### REQUIREMENT
The entries that follow need to be reproduced exactly, minus any images.

(Body or hand keypoint data)
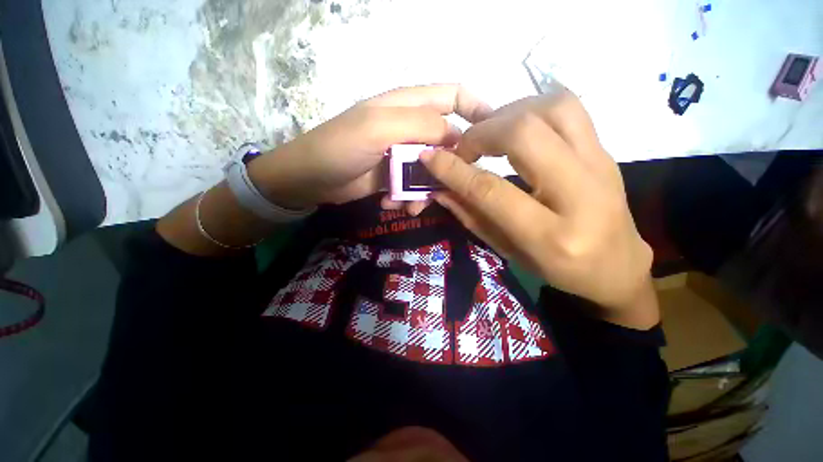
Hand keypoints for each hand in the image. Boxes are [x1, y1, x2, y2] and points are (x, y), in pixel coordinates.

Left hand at [248, 84, 492, 214]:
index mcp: (408, 106)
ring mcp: (402, 155)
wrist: (309, 179)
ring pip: (432, 170)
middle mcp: (409, 128)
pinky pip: (414, 188)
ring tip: (410, 206)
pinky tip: (393, 206)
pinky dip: (408, 200)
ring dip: (426, 191)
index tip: (494, 134)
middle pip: (447, 142)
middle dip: (450, 167)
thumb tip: (456, 136)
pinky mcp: (394, 177)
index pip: (453, 96)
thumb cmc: (339, 147)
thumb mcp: (379, 128)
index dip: (478, 108)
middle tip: (447, 187)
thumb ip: (421, 125)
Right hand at [420, 87, 657, 328]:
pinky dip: (532, 107)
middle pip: (525, 135)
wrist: (617, 264)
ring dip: (508, 113)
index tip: (429, 156)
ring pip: (552, 108)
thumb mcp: (507, 250)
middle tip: (465, 148)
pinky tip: (515, 126)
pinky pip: (569, 108)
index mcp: (550, 235)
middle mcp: (580, 194)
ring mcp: (601, 164)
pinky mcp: (606, 150)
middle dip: (482, 133)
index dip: (455, 170)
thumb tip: (439, 189)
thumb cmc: (558, 268)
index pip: (492, 189)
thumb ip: (471, 216)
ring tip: (489, 134)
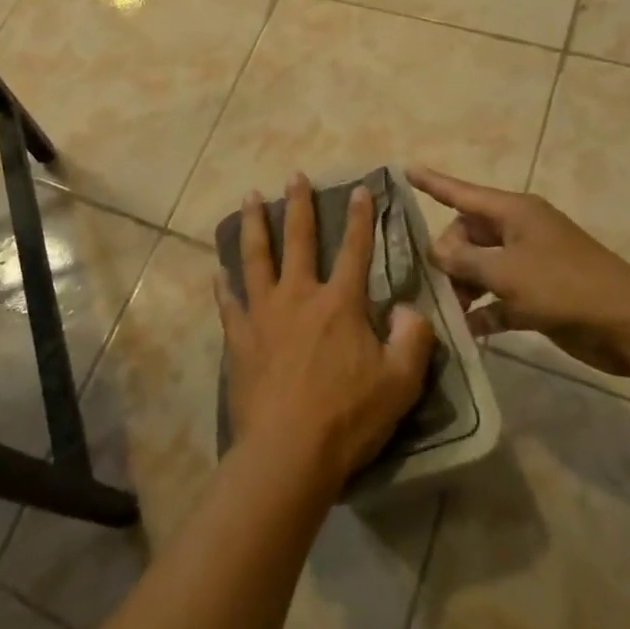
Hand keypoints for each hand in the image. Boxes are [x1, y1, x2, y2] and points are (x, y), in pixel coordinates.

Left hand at [218, 174, 435, 487]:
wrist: (288, 452)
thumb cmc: (348, 417)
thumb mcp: (400, 383)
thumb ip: (413, 340)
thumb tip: (409, 308)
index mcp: (339, 304)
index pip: (355, 250)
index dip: (360, 218)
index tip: (360, 189)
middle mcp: (298, 296)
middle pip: (298, 240)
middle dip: (299, 205)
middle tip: (294, 175)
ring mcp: (263, 314)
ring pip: (255, 257)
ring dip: (254, 225)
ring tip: (248, 196)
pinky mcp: (239, 338)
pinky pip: (228, 303)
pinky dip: (223, 285)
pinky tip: (216, 271)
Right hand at [407, 167, 629, 379]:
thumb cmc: (565, 287)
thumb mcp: (506, 272)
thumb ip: (464, 261)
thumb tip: (436, 252)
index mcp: (514, 212)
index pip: (462, 192)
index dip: (432, 182)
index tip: (405, 169)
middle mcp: (519, 231)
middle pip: (468, 235)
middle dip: (448, 256)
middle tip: (438, 283)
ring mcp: (530, 263)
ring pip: (482, 267)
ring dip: (464, 287)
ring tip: (448, 311)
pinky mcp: (539, 295)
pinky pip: (499, 296)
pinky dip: (484, 310)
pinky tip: (467, 330)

### THE COMPLETED TASK
Hand keypoints for each hand in the image. Boxes are [x1, y1, x2, y2] and points are (x, y), in pixel coordinates.

Left hand at [248, 84, 492, 214]:
index mcp: (408, 106)
ring mcp: (402, 155)
wrist: (309, 179)
ring pip: (432, 170)
middle mcp: (409, 128)
pinky pip: (414, 188)
ring tip: (410, 206)
pinky tip: (393, 206)
pinky dip: (408, 200)
ring dip: (426, 191)
index tip: (494, 134)
middle pip: (447, 142)
middle dip: (450, 167)
thumb tip: (456, 136)
pinky mcp: (394, 177)
index pip: (453, 96)
thumb cmc: (339, 147)
thumb mcp: (379, 128)
index dip: (478, 108)
middle tip: (447, 187)
thumb ip: (421, 125)
Right hand at [420, 87, 657, 328]:
pinky dip: (532, 107)
middle pip: (525, 135)
wrist: (617, 264)
ring dip: (508, 113)
index tip: (429, 156)
ring pip: (552, 108)
thumb mcp: (507, 250)
middle tip: (465, 148)
pinky tip: (515, 126)
pinky pip: (569, 108)
index mcp: (550, 235)
middle mcp: (580, 194)
ring mcp: (601, 164)
pinky mcp: (606, 150)
middle dip: (482, 133)
index dip: (455, 170)
thumb tip: (439, 189)
thumb cmc: (558, 268)
index pip: (492, 189)
thumb ip: (471, 216)
ring tip: (489, 134)
Hand keypoints for each hand in the image. Boxes are [x1, y1, x2, y2] and points are (x, y), in pixel coordinates.

Left hand at [218, 174, 435, 487]:
wrist: (288, 452)
thumb cmc: (348, 417)
thumb mcp: (400, 383)
thumb ip: (413, 340)
thumb tip: (409, 308)
index mcp: (339, 304)
index pip: (355, 250)
index dip: (360, 218)
index tip: (360, 189)
middle mcp: (298, 296)
middle pip: (298, 240)
middle dip: (299, 205)
middle tip: (294, 175)
ring mcp: (263, 314)
ring pip: (255, 257)
ring dip: (254, 225)
ring tip: (248, 196)
pinky mcp: (239, 338)
pinky pip: (228, 303)
pinky dip: (223, 285)
pinky tip: (216, 271)
Right hand at [407, 167, 629, 379]:
thumb cmc: (565, 287)
thumb mcp: (506, 272)
thumb ip: (464, 261)
thumb tip: (436, 252)
index mcp: (514, 212)
index pip: (462, 192)
index dip: (432, 182)
index tip: (405, 169)
middle mcp: (519, 231)
middle pip: (468, 235)
middle dip: (448, 256)
middle tip: (438, 283)
ring mcp: (530, 263)
ring pip: (482, 267)
ring dip: (464, 287)
ring tip: (448, 311)
pinky mcp: (539, 295)
pinky pip: (499, 296)
pinky dip: (484, 310)
pinky tip: (467, 330)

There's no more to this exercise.